Task to carry out
This exercise asks for the records to be retyped exactly as they read.

----------

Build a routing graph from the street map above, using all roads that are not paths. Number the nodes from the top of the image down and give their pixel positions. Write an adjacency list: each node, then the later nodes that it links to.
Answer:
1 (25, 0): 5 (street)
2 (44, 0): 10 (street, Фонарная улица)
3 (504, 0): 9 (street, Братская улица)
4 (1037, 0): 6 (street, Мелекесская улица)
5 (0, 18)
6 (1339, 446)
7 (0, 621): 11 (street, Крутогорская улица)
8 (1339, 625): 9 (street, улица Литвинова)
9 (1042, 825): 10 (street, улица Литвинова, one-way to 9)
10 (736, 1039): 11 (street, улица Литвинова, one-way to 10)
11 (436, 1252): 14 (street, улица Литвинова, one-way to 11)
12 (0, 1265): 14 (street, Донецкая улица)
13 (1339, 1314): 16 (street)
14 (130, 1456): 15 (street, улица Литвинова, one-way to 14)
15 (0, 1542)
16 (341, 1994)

----------

Exercise response
Build a routing graph from the street map above, using all roads that are not paths. Number the nodes from the top of the image down and give their pixel positions. Write an adjacency list: each node, then the later nodes that it links to.
Answer:
1 (25, 0): 5 (street)
2 (44, 0): 10 (street, Фонарная улица)
3 (504, 0): 9 (street, Братская улица)
4 (1037, 0): 6 (street, Мелекесская улица)
5 (0, 18)
6 (1339, 446)
7 (0, 621): 11 (street, Крутогорская улица)
8 (1339, 625): 9 (street, улица Литвинова)
9 (1042, 825): 10 (street, улица Литвинова, one-way to 9)
10 (736, 1039): 11 (street, улица Литвинова, one-way to 10)
11 (436, 1252): 14 (street, улица Литвинова, one-way to 11)
12 (0, 1265): 14 (street, Донецкая улица)
13 (1339, 1314): 16 (street)
14 (130, 1456): 15 (street, улица Литвинова, one-way to 14)
15 (0, 1542)
16 (341, 1994)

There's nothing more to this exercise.